TASK INSTRUCTIONS >>
Print every record exactly as it appears. Leave the pictures out.

⁂

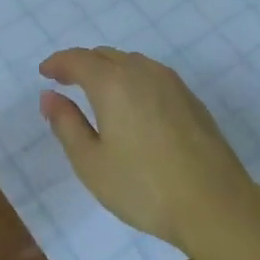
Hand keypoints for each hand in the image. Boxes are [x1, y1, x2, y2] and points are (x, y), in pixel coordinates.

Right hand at [39, 48, 259, 252]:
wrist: (215, 204)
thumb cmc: (144, 187)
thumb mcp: (91, 163)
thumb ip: (66, 125)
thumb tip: (49, 97)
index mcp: (112, 83)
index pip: (77, 59)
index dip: (57, 63)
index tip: (44, 73)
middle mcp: (142, 71)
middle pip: (105, 55)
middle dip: (81, 64)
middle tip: (65, 81)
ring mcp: (171, 82)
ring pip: (131, 62)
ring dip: (109, 69)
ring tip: (96, 92)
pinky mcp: (190, 98)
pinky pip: (151, 75)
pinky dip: (132, 80)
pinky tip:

⁂

TASK OUTPUT >>
Hand keypoints for each hand in the image. Boxes are [x1, y1, x2, y2] and points are (x, y), in pixel coordinates.

Right hand at [39, 48, 259, 252]:
wrist: (215, 204)
thumb cmc: (144, 187)
thumb mcp: (91, 163)
thumb ip: (66, 125)
thumb tip: (49, 97)
index mcp: (112, 83)
index pip: (77, 59)
index dip: (57, 63)
index tip: (44, 73)
middle mcp: (142, 71)
middle pip: (105, 55)
middle dip: (81, 64)
middle tip: (65, 81)
ring mcp: (171, 82)
ring pip: (131, 62)
ring dip: (109, 69)
ring tip: (96, 92)
pinky mcp: (190, 98)
pinky pip: (151, 75)
pinky dip: (132, 80)
pinky tip:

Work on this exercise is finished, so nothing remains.